#### THE PROBLEM
Scan the data below for the string "nodes". Copy every line where it appears.

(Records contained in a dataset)
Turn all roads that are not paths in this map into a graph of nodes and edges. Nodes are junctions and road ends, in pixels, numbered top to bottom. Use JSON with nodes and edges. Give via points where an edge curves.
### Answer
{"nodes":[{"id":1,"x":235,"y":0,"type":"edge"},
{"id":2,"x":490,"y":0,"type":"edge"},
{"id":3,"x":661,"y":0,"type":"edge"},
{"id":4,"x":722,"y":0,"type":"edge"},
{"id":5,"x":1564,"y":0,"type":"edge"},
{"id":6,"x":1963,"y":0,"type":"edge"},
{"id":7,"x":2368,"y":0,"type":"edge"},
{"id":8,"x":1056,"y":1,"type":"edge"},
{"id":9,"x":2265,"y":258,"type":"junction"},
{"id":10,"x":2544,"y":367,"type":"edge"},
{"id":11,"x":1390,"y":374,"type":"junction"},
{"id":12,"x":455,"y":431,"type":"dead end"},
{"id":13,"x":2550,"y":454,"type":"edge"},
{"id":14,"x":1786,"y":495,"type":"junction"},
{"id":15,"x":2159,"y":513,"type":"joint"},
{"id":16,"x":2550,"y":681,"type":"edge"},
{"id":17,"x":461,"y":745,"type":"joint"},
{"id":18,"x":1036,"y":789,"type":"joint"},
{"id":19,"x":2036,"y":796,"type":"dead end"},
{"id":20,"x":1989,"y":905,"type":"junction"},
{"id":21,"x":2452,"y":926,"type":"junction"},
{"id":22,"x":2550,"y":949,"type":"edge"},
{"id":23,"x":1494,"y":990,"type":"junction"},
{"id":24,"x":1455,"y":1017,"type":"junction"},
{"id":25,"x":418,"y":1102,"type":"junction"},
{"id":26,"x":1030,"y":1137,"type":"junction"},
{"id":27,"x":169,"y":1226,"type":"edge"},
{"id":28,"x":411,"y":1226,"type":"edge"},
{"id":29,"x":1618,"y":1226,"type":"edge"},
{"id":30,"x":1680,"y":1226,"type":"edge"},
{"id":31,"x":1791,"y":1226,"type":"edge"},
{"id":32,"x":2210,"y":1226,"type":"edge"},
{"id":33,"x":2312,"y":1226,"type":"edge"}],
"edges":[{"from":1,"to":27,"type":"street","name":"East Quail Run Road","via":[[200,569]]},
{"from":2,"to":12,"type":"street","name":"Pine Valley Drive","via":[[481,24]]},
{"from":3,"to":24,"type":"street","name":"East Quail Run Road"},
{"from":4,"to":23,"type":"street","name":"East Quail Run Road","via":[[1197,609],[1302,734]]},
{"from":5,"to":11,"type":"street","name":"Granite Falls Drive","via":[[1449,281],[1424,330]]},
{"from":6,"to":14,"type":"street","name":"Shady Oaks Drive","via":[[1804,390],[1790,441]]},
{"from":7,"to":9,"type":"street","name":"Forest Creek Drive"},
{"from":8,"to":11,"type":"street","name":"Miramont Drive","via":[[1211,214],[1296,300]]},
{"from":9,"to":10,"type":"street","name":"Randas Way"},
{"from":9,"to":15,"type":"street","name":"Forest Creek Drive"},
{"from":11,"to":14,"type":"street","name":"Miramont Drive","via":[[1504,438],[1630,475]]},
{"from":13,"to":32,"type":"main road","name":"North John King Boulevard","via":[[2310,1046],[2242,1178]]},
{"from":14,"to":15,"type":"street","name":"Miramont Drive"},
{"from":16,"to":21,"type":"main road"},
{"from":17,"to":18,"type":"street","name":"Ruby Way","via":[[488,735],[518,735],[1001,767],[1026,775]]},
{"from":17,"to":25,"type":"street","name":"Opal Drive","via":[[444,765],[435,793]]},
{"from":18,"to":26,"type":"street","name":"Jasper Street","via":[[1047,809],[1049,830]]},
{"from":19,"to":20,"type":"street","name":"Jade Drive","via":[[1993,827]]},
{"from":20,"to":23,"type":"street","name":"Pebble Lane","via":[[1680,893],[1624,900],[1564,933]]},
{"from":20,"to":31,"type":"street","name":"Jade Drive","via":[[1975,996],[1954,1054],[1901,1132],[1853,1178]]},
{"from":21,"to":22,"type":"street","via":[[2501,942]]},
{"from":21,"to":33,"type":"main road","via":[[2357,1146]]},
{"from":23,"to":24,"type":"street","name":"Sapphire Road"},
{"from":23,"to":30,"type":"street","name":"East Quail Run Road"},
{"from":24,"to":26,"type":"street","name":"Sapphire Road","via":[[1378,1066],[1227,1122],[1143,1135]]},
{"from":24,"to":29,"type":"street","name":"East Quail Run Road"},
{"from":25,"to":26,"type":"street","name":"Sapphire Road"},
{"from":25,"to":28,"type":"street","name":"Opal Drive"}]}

#### OUTPUT
Turn all roads that are not paths in this map into a graph of nodes and edges. Nodes are junctions and road ends, in pixels, numbered top to bottom. Use JSON with nodes and edges. Give via points where an edge curves.
{"nodes":[{"id":1,"x":235,"y":0,"type":"edge"},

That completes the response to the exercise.